Worse, Lane developed Cushing’s syndrome from his long-term use of cortisone to treat his skin and joints. He had to stop playing guitar and died a few years later after developing breathing problems.
Nonetheless, as readers can find more about here, Shawn Lane lived as full of a life as possible, playing in spite of the pain, and producing some of the most beautiful instrumental music of the last thirty years.

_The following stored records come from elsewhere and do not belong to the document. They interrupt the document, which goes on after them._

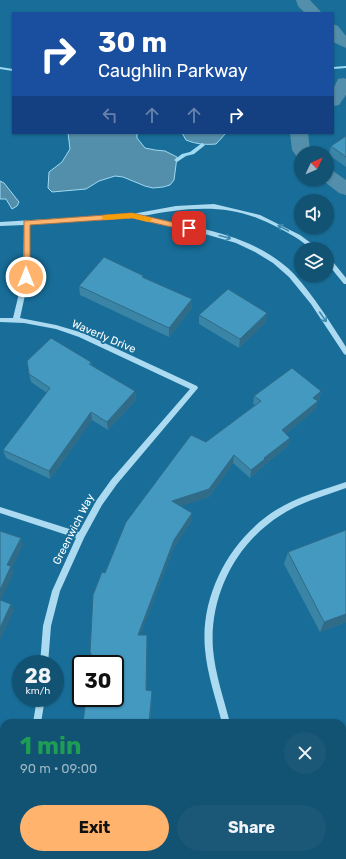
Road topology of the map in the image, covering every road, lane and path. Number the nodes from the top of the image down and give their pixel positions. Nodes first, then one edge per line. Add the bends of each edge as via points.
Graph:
1 (132, 216) junction
2 (27, 222) junction
3 (0, 224) edge
4 (306, 242) edge
5 (334, 267) edge
6 (346, 282) edge
7 (0, 320) edge
8 (16, 321) junction
9 (346, 352) edge
10 (195, 388) joint
11 (346, 485) edge
12 (0, 510) edge
13 (81, 536) junction
14 (45, 655) edge
15 (40, 707) edge
16 (38, 719) edge
17 (225, 719) edge

1 - 2 street
4 -> 1 street via 258,216 214,206 176,208
1 -> 9 street via 231,239 261,253 290,275 303,290
2 - 3 street
2 - 8 street via 26,277
5 - 6 street
7 - 8 street, Waverly Drive
8 - 10 street, Waverly Drive via 56,326 81,335
10 - 13 street, Greenwich Way via 114,482
11 - 17 street via 277,513 233,555 222,576 209,622 209,648
12 - 13 street
13 - 14 street, Greenwich Way via 56,591 47,626
15 - 16 street

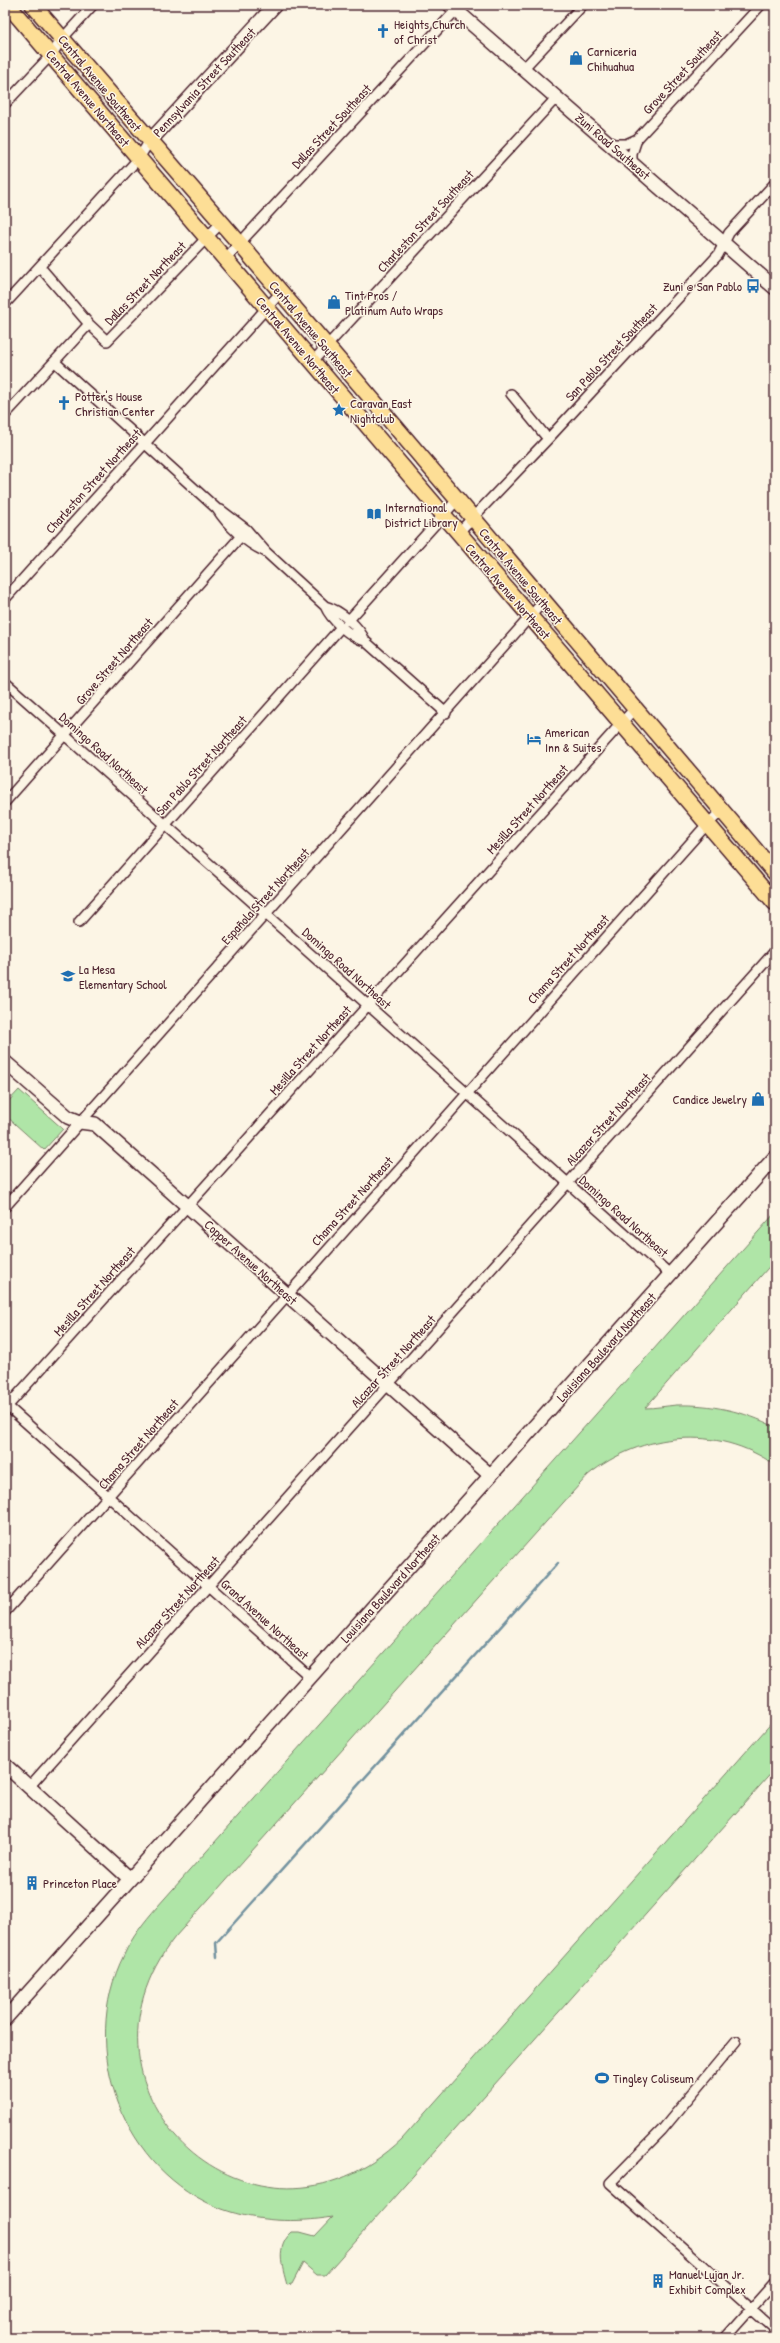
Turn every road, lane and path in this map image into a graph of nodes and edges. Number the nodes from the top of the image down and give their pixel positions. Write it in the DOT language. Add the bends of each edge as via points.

Laurence Olivier and Maria Callas: living with and dying from dermatomyositis
As I mentioned here, heralded actor Laurence Olivier and legendary soprano Maria Callas both battled and eventually died from dermatomyositis. That never stopped either of them from prolific careers.
Olivier has been called the most definitive actor of the twentieth century. He lived to be 82, dominating the British stage and starring in more than fifty films.
Callas had a vocal range just below three octaves and is still one of the best known and influential opera singers of the twentieth century. Despite her disease affecting her voice in her later years, she still performed. Forty-plus years after her death, Callas’s name still sells albums.